Bonafede non fa sconti a Cateno. Il sindaco di Messina alla sbarra per vilipendio. Costano cari a De Luca gli insulti alla Lamorgese. Il guardasigilli concede l’autorizzazione a procedere

di Giorgio Iusti
Politica

Indossati i panni dello sceriffo durante il lockdown, eretta un’improbabile barriera sullo stretto, arrogandosi il diritto di decidere chi far entrare in Sicilia e chi no, e ricoperta di insulti la ministra dell’interno Luciana Lamorgese, il sindaco di Messina dovrà rispondere di vilipendio al Governo. Il guardasigilli Alfonso Bonafede ha autorizzato la Procura del capoluogo siciliano a procedere contro il centrista Cateno De Luca, detto Scateno.  De Luca è stato iscritto nel registro degli indagati a fine marzo dopo la denuncia della stessa Lamorgese. Per il reato di vilipendio, affinché si possa poi esercitare l’azione penale attraverso la richiesta di rinvio a giudizio o di emissione di decreto penale di condanna, è però necessaria l’autorizzazione del ministro della giustizia, arrivata ieri da Bonafede.

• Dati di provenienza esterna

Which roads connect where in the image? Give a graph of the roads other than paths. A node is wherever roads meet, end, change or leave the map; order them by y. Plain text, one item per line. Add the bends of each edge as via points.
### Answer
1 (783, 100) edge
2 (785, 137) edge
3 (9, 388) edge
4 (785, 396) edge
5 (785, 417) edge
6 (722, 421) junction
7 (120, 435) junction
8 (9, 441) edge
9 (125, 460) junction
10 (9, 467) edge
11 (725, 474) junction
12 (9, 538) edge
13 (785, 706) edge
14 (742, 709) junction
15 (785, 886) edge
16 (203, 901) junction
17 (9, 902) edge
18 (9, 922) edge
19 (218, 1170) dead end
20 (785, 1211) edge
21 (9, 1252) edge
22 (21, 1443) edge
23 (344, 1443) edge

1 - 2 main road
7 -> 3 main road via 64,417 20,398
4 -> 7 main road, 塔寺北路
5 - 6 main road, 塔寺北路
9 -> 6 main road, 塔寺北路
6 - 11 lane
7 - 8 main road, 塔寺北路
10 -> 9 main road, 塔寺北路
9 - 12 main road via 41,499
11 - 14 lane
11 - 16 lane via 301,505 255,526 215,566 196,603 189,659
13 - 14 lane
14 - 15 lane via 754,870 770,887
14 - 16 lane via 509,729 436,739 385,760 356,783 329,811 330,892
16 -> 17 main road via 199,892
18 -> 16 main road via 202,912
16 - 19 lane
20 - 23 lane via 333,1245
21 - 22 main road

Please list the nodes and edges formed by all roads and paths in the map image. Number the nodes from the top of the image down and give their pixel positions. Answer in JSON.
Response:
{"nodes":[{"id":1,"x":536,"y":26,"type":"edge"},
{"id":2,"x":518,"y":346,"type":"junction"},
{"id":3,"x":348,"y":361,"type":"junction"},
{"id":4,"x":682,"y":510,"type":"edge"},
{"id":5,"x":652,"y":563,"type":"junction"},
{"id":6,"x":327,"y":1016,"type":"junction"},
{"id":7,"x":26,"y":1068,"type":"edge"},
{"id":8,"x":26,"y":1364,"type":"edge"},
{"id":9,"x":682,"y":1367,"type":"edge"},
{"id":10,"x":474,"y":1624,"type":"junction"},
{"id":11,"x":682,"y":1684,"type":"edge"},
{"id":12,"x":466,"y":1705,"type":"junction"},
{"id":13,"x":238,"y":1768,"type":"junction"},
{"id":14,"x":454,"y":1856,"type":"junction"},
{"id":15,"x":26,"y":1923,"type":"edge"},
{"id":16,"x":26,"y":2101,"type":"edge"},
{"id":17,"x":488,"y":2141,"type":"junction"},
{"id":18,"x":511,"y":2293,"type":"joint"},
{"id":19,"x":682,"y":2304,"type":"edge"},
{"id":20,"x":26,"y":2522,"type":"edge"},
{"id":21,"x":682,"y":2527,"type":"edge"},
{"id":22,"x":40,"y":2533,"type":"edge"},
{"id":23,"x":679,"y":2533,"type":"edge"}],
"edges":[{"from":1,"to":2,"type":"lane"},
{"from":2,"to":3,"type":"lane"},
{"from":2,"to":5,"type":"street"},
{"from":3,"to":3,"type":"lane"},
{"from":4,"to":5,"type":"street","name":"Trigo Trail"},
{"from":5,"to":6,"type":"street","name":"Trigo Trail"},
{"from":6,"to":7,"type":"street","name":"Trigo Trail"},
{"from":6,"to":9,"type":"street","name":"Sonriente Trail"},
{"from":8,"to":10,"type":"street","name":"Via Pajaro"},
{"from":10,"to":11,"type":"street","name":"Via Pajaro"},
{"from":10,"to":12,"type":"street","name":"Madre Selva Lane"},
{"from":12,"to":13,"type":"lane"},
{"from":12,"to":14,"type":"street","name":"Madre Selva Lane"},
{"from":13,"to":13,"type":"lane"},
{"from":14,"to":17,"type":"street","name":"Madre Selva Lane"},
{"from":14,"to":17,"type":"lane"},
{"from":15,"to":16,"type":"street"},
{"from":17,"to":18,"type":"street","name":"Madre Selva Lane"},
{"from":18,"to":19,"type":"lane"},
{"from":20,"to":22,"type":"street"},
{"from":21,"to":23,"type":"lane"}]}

Il reato previsto dall’articolo 290 codice penale punisce, con la multa da 1.000 a 5.000 euro, chiunque pubblicamente vilipende la Repubblica, le Assemblee legislative o una di queste, ovvero il Governo o la Corte costituzionale o l’ordine giudiziario. “Vogliono ammazzare il sindaco di Messina. Ma per uccidermi non basta il parere autorevole del Consiglio di Stato. Questa ordinanza è in vigore e resta valida… è più facile mandarmi via, rimuovermi dalla carica di sindaco che annullarla.

Volete farmi fuori? Non mi piego a questo delitto di Stato”, aveva tuonato Scateno dopo che Palazzo Spada aveva bocciato la sua ordinanza, con cui aveva imposto a chiunque intendesse fare ingresso in Sicilia attraverso il porto di Messina, sia che viaggiasse a piedi che a bordo di un qualsiasi mezzo di trasporto, l’obbligo di registrarsi, almeno 48 ore prima della partenza, nel sistema di registrazione on-line www.sipassaacondizione.comune.messina.it, fornendo una serie di dati identificativi e di informazioni personali, e di attendere il rilascio da parte del Comune di Messina del nulla osta allo spostamento. Una decisione che aveva creato il caos per quanti a Villa San Giovanni erano in attesa di salire su un traghetto.

A spingere la ministra dell’interno a presentare una denuncia erano state però le pesantissime parole utilizzate dal primo cittadino siciliano. “è vomitevole che un ministro della Repubblica, in questo momento di emergenza, si occupi di una procedura straordinaria per annullare una ordinanza di un sindaco che è restrittiva e rispetta i principi di questo momento che stiamo vivendo di emergenza Coronavirus. Lamorgese è inadeguata, si dimetta”, aveva detto De Luca.

Ancora: “La ministra agisce violentando il territorio e le rappresentanze democratiche del territorio”. “Proprio in una fase emergenziale in cui dovrebbe prevalere il senso di solidarietà e lo spirito di leale collaborazione – aveva specificato il Viminale – le insistenti espressioni di offesa e di disprezzo ripetute per giorni davanti ai media da parte del primo cittadino di Messina all’indirizzo del ministero dell’Interno appaiono inaccettabili”. Scateno però non molla. “Potevo accettare l’implicito compromesso di Stato – ha dichiarato ieri il sindaco – rinunciando a non impugnare la delibera della presidenza del Consiglio dei ministri di annullamento della banca dati “si passa a condizione” ed evitare così il processo per vilipendio? Assolutamente no. Per tale motivo ringrazio il guardasigilli Bonafede per avere assecondato il capriccio del ministro dell’interno, Luciana Lamorgese, nel processarmi per il delitto di lesa maestà”.